Bell's inequality and extremal nonlocal box from Hardy's test for nonlocality (1403.0790v2)

Abstract: Bell showed 50 years ago that quantum theory is nonlocal via his celebrated inequalities, turning the issue of quantum nonlocality from a matter of taste into a matter of test. Years later, Hardy proposed a test for nonlocality without inequality, which is a kind of "something-versus-nothing" argument. Hardy's test for $n$ particles induces an $n$-partite Bell's inequality with two dichotomic local measurements for each observer, which has been shown to be violated by all entangled pure states. Our first result is to show that the Bell-Hardy inequality arising form Hardy's nonlocality test is tight for an arbitrary number of parties, i.e., it defines a facet of the Bell polytope in the given scenario. On the other hand quantum theory is not that nonlocal since it forbids signaling and even not as nonlocal as allowed by non-signaling conditions, i.e., quantum mechanical predictions form a strict subset of the so called non-signaling polytope.
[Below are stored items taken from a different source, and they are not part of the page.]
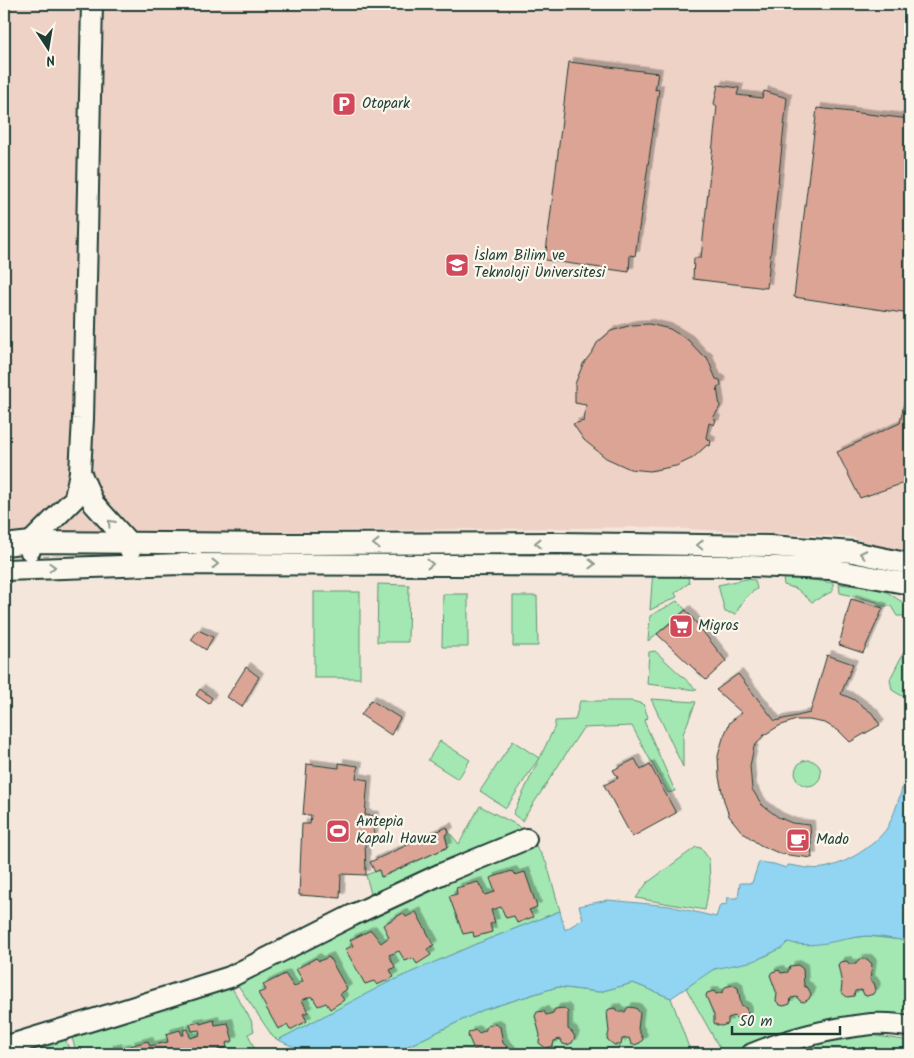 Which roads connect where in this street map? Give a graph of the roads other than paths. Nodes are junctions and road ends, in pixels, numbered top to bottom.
1 (92, 4) edge
2 (80, 472) junction
3 (31, 542) junction
4 (130, 544) junction
5 (4, 545) edge
6 (910, 564) edge
7 (131, 565) junction
8 (29, 568) junction
9 (4, 570) edge
10 (910, 584) edge
11 (526, 839) dead end
12 (910, 1026) edge
13 (4, 1047) edge
14 (752, 1054) edge

1 - 2 street
2 - 3 street
4 -> 2 street
3 - 4 street
3 - 5 street
3 - 8 street
6 -> 4 street
4 - 7 street
8 -> 7 street
7 -> 10 street
8 - 9 street
11 - 13 street
12 - 14 street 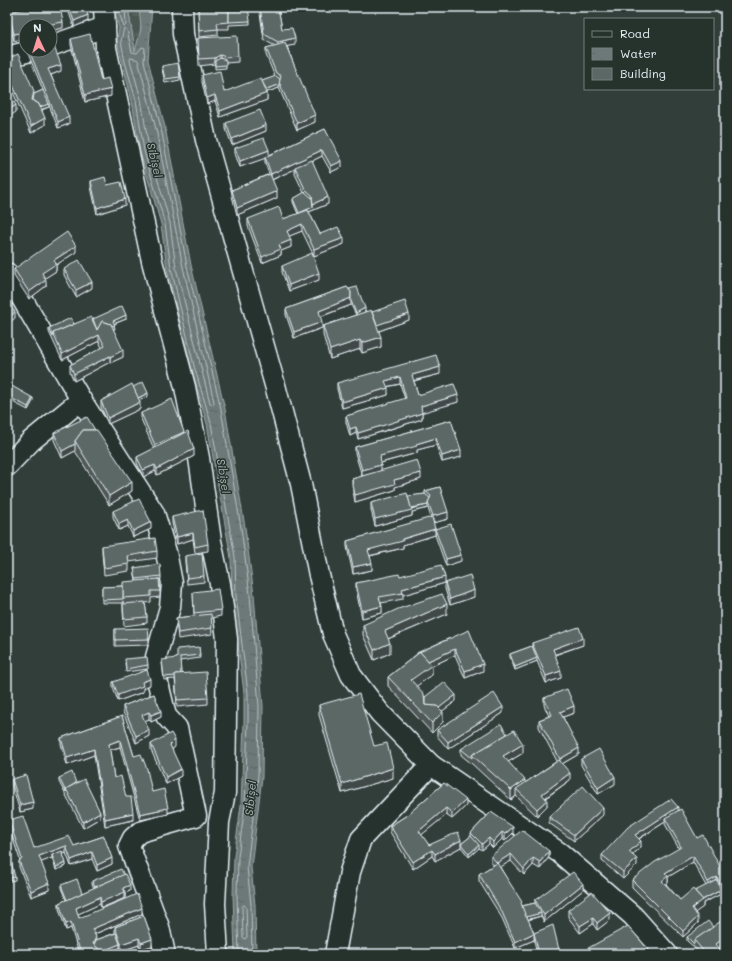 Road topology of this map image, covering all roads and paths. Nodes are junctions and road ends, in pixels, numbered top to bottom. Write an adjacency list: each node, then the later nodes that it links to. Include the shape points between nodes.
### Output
1 (104, 7): 3 (street)
2 (182, 7): 10 (street, via 183,34 206,140 275,384 333,634 351,675 380,713)
3 (105, 27): 4 (street); 12 (street, via 106,48 152,261 185,388 220,584 227,639 225,793)
4 (58, 43)
5 (18, 54): 6 (street)
6 (7, 57)
7 (7, 273): 8 (street)
8 (81, 400): 9 (street, via 32,441); 11 (street, via 154,513 166,552 172,583 170,607 156,657 157,679 166,716 177,728)
9 (7, 466)
10 (431, 765): 15 (street, via 362,839 350,872); 16 (street, via 560,853 633,916)
11 (196, 816): 12 (street); 13 (street, via 140,832 129,846 159,926)
12 (219, 822): 14 (street, via 214,904)
13 (165, 954)
14 (218, 954)
15 (335, 954)
16 (667, 954) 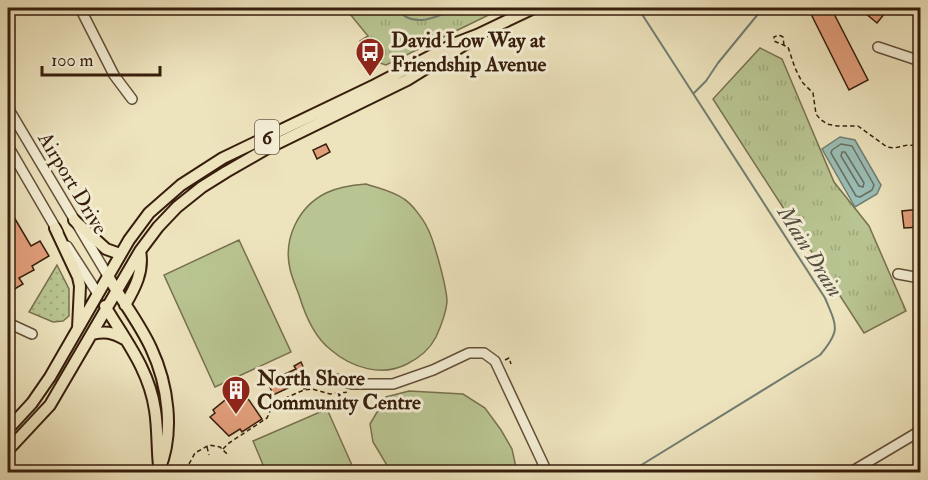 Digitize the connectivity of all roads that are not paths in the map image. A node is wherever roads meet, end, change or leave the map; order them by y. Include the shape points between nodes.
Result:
1 (80, 8) edge
2 (534, 8) edge
3 (878, 47) dead end
4 (921, 61) edge
5 (405, 75) junction
6 (132, 99) dead end
7 (8, 108) edge
8 (8, 146) edge
9 (74, 220) junction
10 (56, 228) junction
11 (140, 251) junction
12 (120, 254) junction
13 (898, 274) dead end
14 (108, 276) junction
15 (921, 278) edge
16 (117, 292) junction
17 (98, 294) junction
18 (125, 305) junction
19 (107, 309) junction
20 (8, 323) edge
21 (78, 328) junction
22 (32, 334) dead end
23 (92, 334) junction
24 (130, 342) junction
25 (336, 379) dead end
26 (8, 429) edge
27 (921, 431) edge
28 (8, 450) edge
29 (159, 471) edge
30 (547, 472) edge
31 (851, 472) edge

1 - 6 street via 114,75
2 - 5 main road, 6
3 - 4 street
5 - 11 main road, 6 via 215,178 177,207
5 - 12 main road, 6 via 223,158 194,176 149,213
7 - 9 street, Airport Drive
8 - 10 street, Airport Drive
9 - 12 main road via 106,249
9 - 14 street, Airport Drive
10 - 17 street, Airport Drive
10 - 21 main road via 80,286
11 - 16 main road
11 - 18 main road via 139,275
12 - 14 main road, 6
13 - 15 street
14 - 16 main road
14 - 17 main road, 6
16 - 18 main road
16 - 19 main road
17 - 19 main road
17 - 21 main road
18 - 29 main road via 150,347 163,386 167,428
19 - 23 main road
19 - 24 main road
20 - 22 street
21 - 26 main road via 42,389
23 - 24 main road via 113,333
23 - 28 main road via 50,405
24 - 29 main road via 153,397
25 - 30 street via 352,384 393,384 469,353 484,353 495,361
27 - 31 street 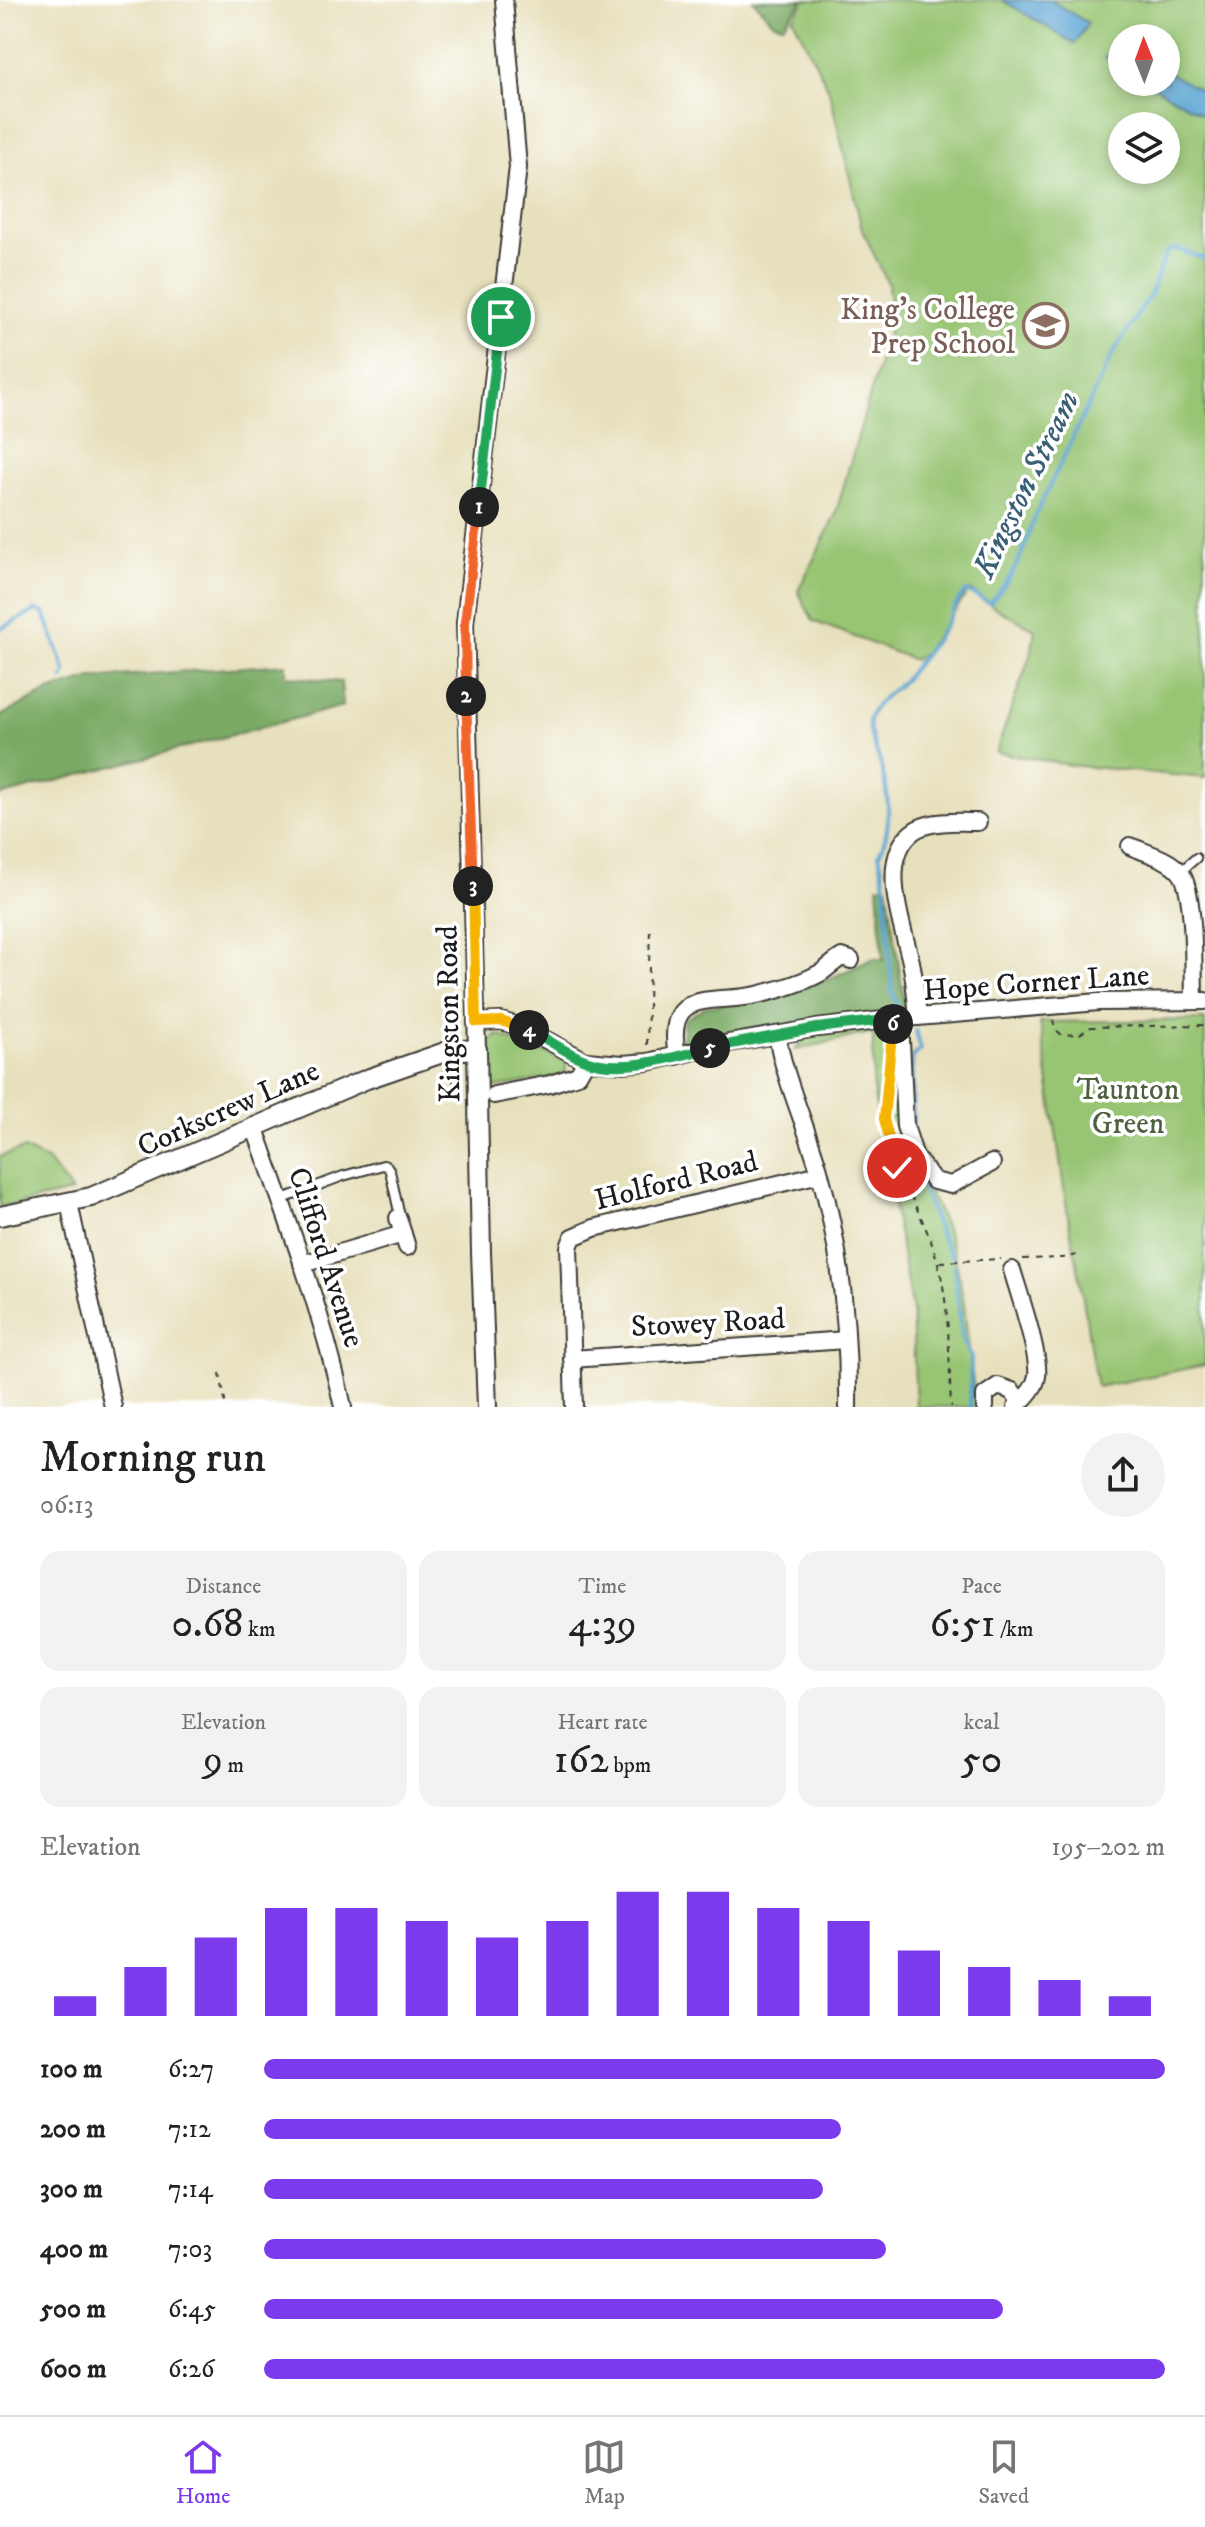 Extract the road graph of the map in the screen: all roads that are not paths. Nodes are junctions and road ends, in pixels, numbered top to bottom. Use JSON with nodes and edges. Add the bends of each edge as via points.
{"nodes":[{"id":1,"x":504,"y":0,"type":"edge"},
{"id":2,"x":978,"y":822,"type":"dead end"},
{"id":3,"x":1130,"y":847,"type":"dead end"},
{"id":4,"x":1197,"y":857,"type":"dead end"},
{"id":5,"x":1180,"y":872,"type":"junction"},
{"id":6,"x":844,"y":955,"type":"dead end"},
{"id":7,"x":1200,"y":1001,"type":"edge"},
{"id":8,"x":918,"y":1017,"type":"junction"},
{"id":9,"x":900,"y":1019,"type":"junction"},
{"id":10,"x":476,"y":1022,"type":"junction"},
{"id":11,"x":777,"y":1035,"type":"junction"},
{"id":12,"x":477,"y":1049,"type":"junction"},
{"id":13,"x":677,"y":1056,"type":"junction"},
{"id":14,"x":586,"y":1061,"type":"junction"},
{"id":15,"x":486,"y":1096,"type":"junction"},
{"id":16,"x":254,"y":1126,"type":"junction"},
{"id":17,"x":992,"y":1163,"type":"dead end"},
{"id":18,"x":820,"y":1174,"type":"junction"},
{"id":19,"x":279,"y":1200,"type":"junction"},
{"id":20,"x":69,"y":1203,"type":"junction"},
{"id":21,"x":0,"y":1216,"type":"edge"},
{"id":22,"x":403,"y":1233,"type":"joint"},
{"id":23,"x":302,"y":1264,"type":"junction"},
{"id":24,"x":1012,"y":1270,"type":"dead end"},
{"id":25,"x":846,"y":1340,"type":"junction"},
{"id":26,"x":572,"y":1359,"type":"junction"},
{"id":27,"x":1018,"y":1405,"type":"edge"},
{"id":28,"x":113,"y":1407,"type":"edge"},
{"id":29,"x":343,"y":1407,"type":"edge"},
{"id":30,"x":487,"y":1407,"type":"edge"},
{"id":31,"x":574,"y":1407,"type":"edge"},
{"id":32,"x":848,"y":1407,"type":"edge"},
{"id":33,"x":985,"y":1407,"type":"edge"}],
"edges":[{"from":1,"to":10,"type":"street","name":"Kingston Road","via":[[518,167],[465,623]]},
{"from":2,"to":8,"type":"street","via":[[960,815],[920,828],[904,843],[895,862]]},
{"from":3,"to":5,"type":"street"},
{"from":4,"to":5,"type":"lane"},
{"from":5,"to":7,"type":"street","via":[[1190,900]]},
{"from":6,"to":13,"type":"street","via":[[821,972],[777,989],[695,1001],[677,1017]]},
{"from":7,"to":8,"type":"street","name":"Hope Corner Lane","via":[[1099,1002]]},
{"from":8,"to":9,"type":"street","name":"Hope Corner Lane"},
{"from":9,"to":11,"type":"street","name":"Hope Corner Lane"},
{"from":9,"to":17,"type":"street","via":[[905,1126],[915,1157],[934,1181],[951,1185]]},
{"from":10,"to":12,"type":"street","name":"Kingston Road"},
{"from":10,"to":14,"type":"street","name":"Hope Corner Lane","via":[[522,1027]]},
{"from":11,"to":13,"type":"street","name":"Hope Corner Lane"},
{"from":11,"to":18,"type":"street"},
{"from":12,"to":15,"type":"street","name":"Kingston Road"},
{"from":12,"to":16,"type":"street","name":"Corkscrew Lane","via":[[419,1060]]},
{"from":13,"to":14,"type":"street","name":"Hope Corner Lane","via":[[612,1064]]},
{"from":14,"to":15,"type":"street","via":[[578,1075]]},
{"from":15,"to":30,"type":"street","name":"Kingston Road"},
{"from":16,"to":19,"type":"street","name":"Clifford Avenue"},
{"from":16,"to":20,"type":"street","name":"Corkscrew Lane","via":[[109,1191]]},
{"from":18,"to":25,"type":"street"},
{"from":18,"to":26,"type":"street","name":"Holford Road","via":[[573,1237]]},
{"from":19,"to":22,"type":"lane","via":[[387,1166]]},
{"from":19,"to":23,"type":"street","name":"Clifford Avenue"},
{"from":20,"to":21,"type":"street","name":"Corkscrew Lane"},
{"from":20,"to":28,"type":"street"},
{"from":22,"to":23,"type":"street"},
{"from":23,"to":29,"type":"street","name":"Clifford Avenue"},
{"from":24,"to":27,"type":"street","via":[[1037,1375],[1031,1392]]},
{"from":25,"to":26,"type":"street","name":"Stowey Road"},
{"from":25,"to":32,"type":"street"},
{"from":26,"to":31,"type":"street","name":"Holford Road"},
{"from":27,"to":33,"type":"street","via":[[1012,1391],[998,1386],[985,1395]]}]}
In the scenario of each observer measuring two dichotomic observables, Fritz established a duality between the Bell polytope and the non-signaling polytope: tight Bell's inequalities, the facets of the Bell polytope, are in a one-to-one correspondence with extremal non-signaling boxes, the vertices of the non-signaling polytope. Our second result is to provide an alternative and more direct formula for this duality. As an example, the tight Bell-Hardy inequality gives rise to an extremal non-signaling box that serves as a natural multipartite generalization of Popescu-Rohrlich box.